* What is being asked *
Count the lines below that contain the word "road" and give only that number.

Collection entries

-=-=-

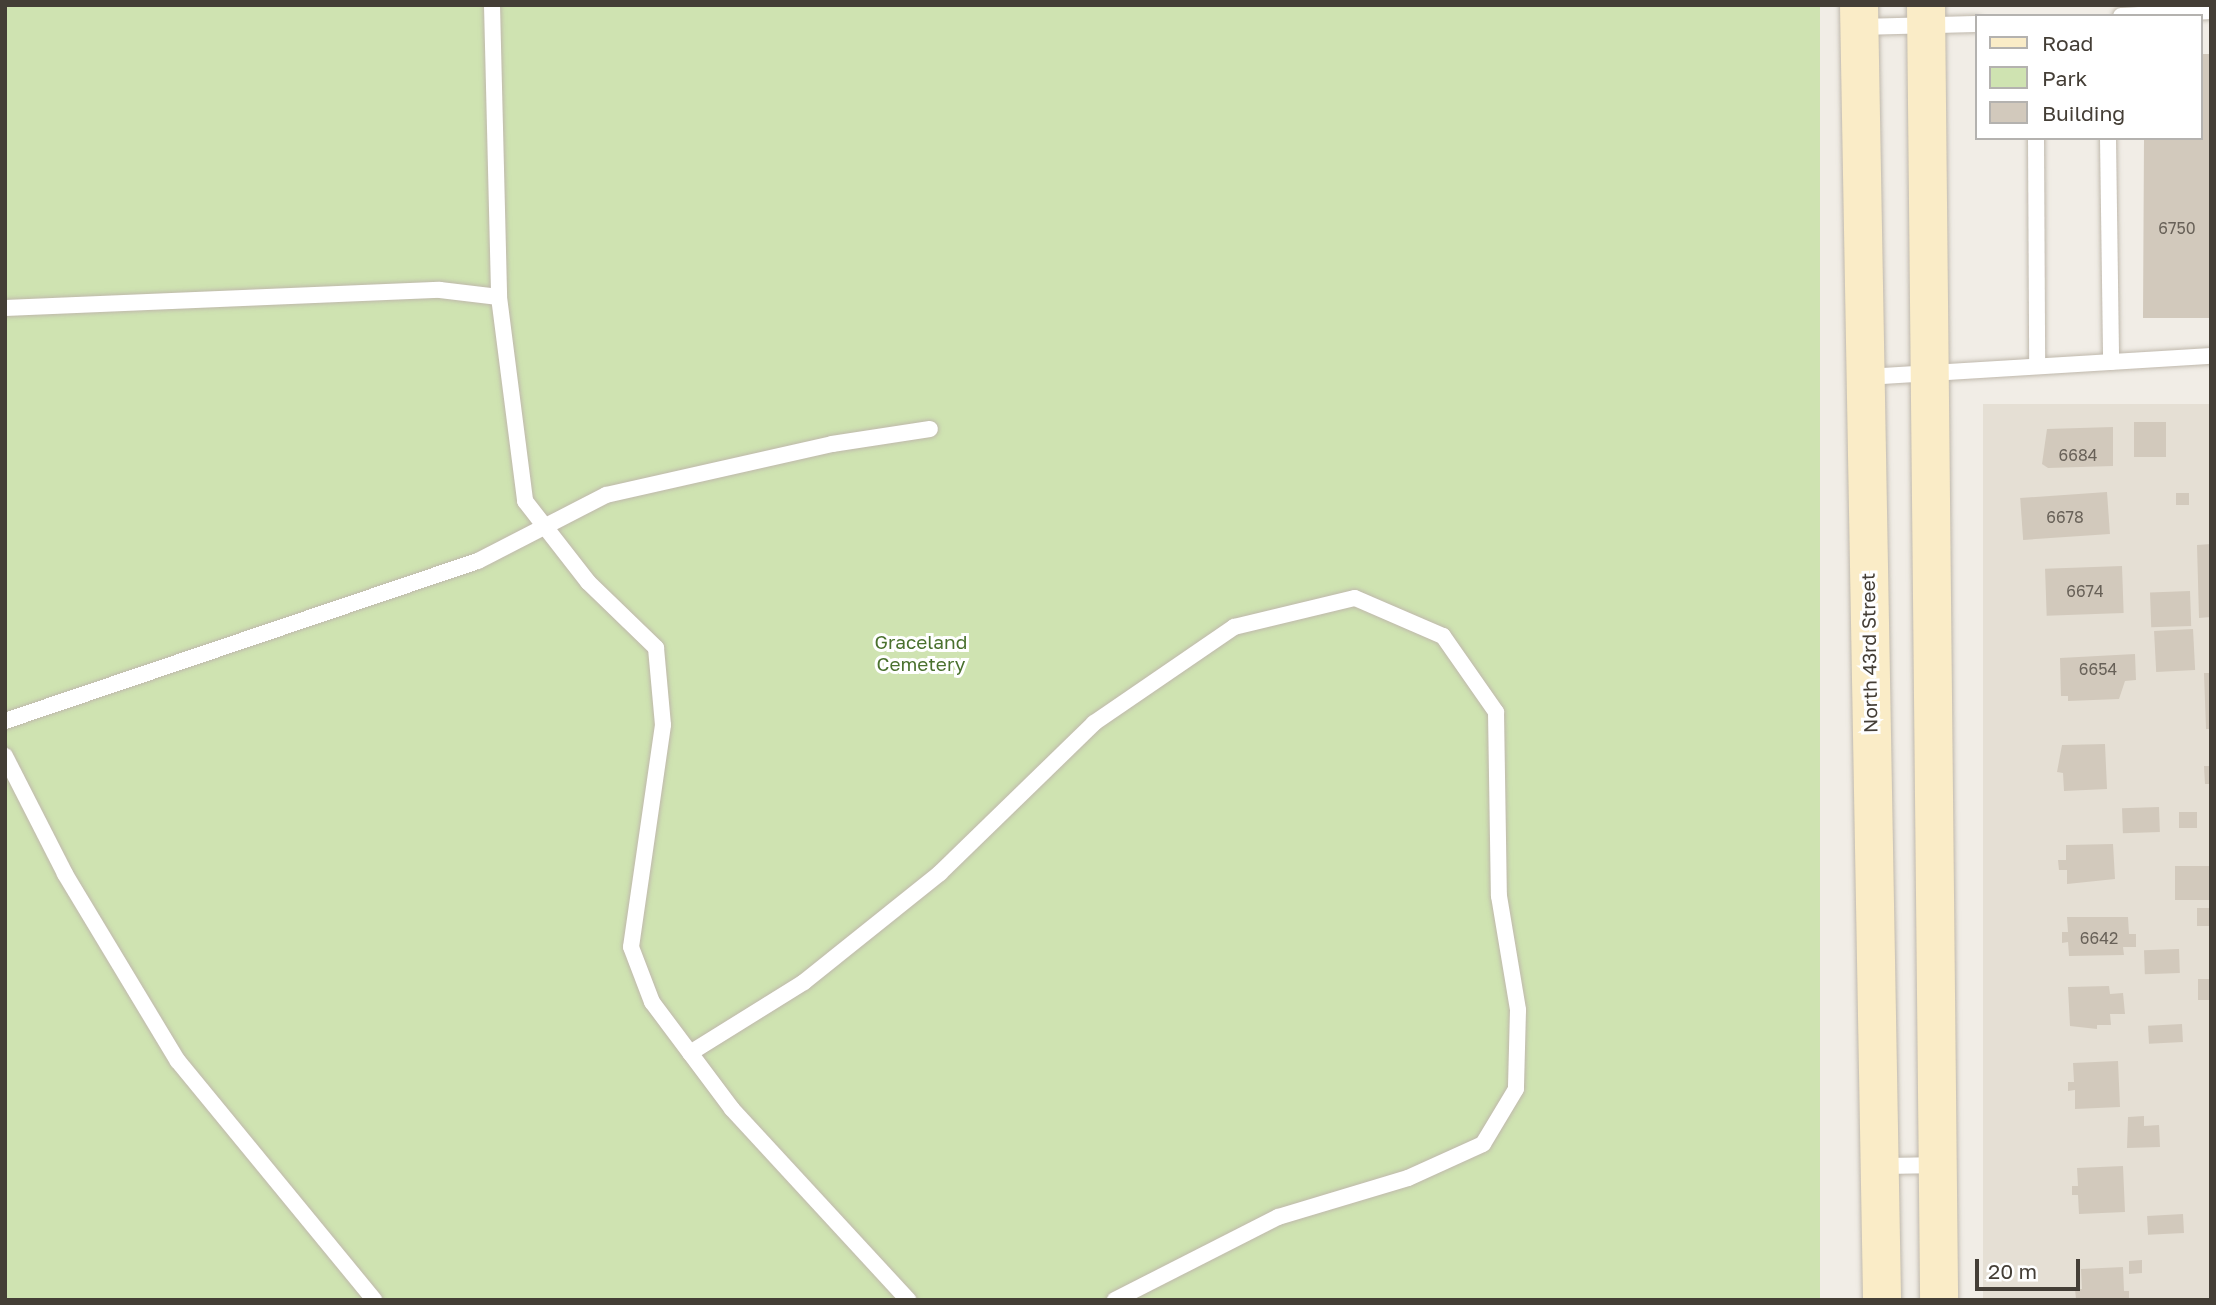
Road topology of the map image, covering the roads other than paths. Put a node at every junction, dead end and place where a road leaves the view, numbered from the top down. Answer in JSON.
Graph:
{"nodes":[{"id":1,"x":492,"y":5,"type":"edge"},
{"id":2,"x":2211,"y":11,"type":"edge"},
{"id":3,"x":2158,"y":14,"type":"edge"},
{"id":4,"x":1859,"y":16,"type":"edge"},
{"id":5,"x":1926,"y":16,"type":"edge"},
{"id":6,"x":1974,"y":24,"type":"edge"},
{"id":7,"x":2036,"y":140,"type":"edge"},
{"id":8,"x":2108,"y":140,"type":"edge"},
{"id":9,"x":499,"y":297,"type":"junction"},
{"id":10,"x":5,"y":308,"type":"edge"},
{"id":11,"x":2211,"y":356,"type":"edge"},
{"id":12,"x":2111,"y":362,"type":"junction"},
{"id":13,"x":2037,"y":366,"type":"junction"},
{"id":14,"x":1928,"y":373,"type":"junction"},
{"id":15,"x":1864,"y":377,"type":"junction"},
{"id":16,"x":930,"y":429,"type":"dead end"},
{"id":17,"x":545,"y":527,"type":"junction"},
{"id":18,"x":5,"y":722,"type":"edge"},
{"id":19,"x":5,"y":756,"type":"edge"},
{"id":20,"x":690,"y":1053,"type":"junction"},
{"id":21,"x":1934,"y":1165,"type":"junction"},
{"id":22,"x":1880,"y":1166,"type":"junction"},
{"id":23,"x":374,"y":1300,"type":"edge"},
{"id":24,"x":908,"y":1300,"type":"edge"},
{"id":25,"x":1115,"y":1300,"type":"edge"},
{"id":26,"x":1882,"y":1300,"type":"edge"},
{"id":27,"x":1940,"y":1300,"type":"edge"}],
"edges":[{"from":1,"to":9,"type":"lane"},
{"from":2,"to":3,"type":"lane"},
{"from":4,"to":5,"type":"lane"},
{"from":4,"to":15,"type":"main road","name":"North 43rd Street"},
{"from":5,"to":6,"type":"lane"},
{"from":5,"to":14,"type":"main road"},
{"from":7,"to":13,"type":"lane"},
{"from":8,"to":12,"type":"lane"},
{"from":9,"to":10,"type":"lane"},
{"from":9,"to":17,"type":"lane"},
{"from":11,"to":12,"type":"lane"},
{"from":12,"to":13,"type":"lane"},
{"from":13,"to":14,"type":"lane"},
{"from":14,"to":15,"type":"lane"},
{"from":14,"to":21,"type":"main road"},
{"from":15,"to":22,"type":"main road","name":"North 43rd Street"},
{"from":16,"to":17,"type":"lane"},
{"from":17,"to":18,"type":"lane"},
{"from":17,"to":20,"type":"lane"},
{"from":19,"to":23,"type":"lane"},
{"from":20,"to":24,"type":"lane"},
{"from":20,"to":25,"type":"lane"},
{"from":21,"to":22,"type":"lane"},
{"from":21,"to":27,"type":"main road"},
{"from":22,"to":26,"type":"main road","name":"North 43rd Street"}]}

-=-=-

* Reply *
7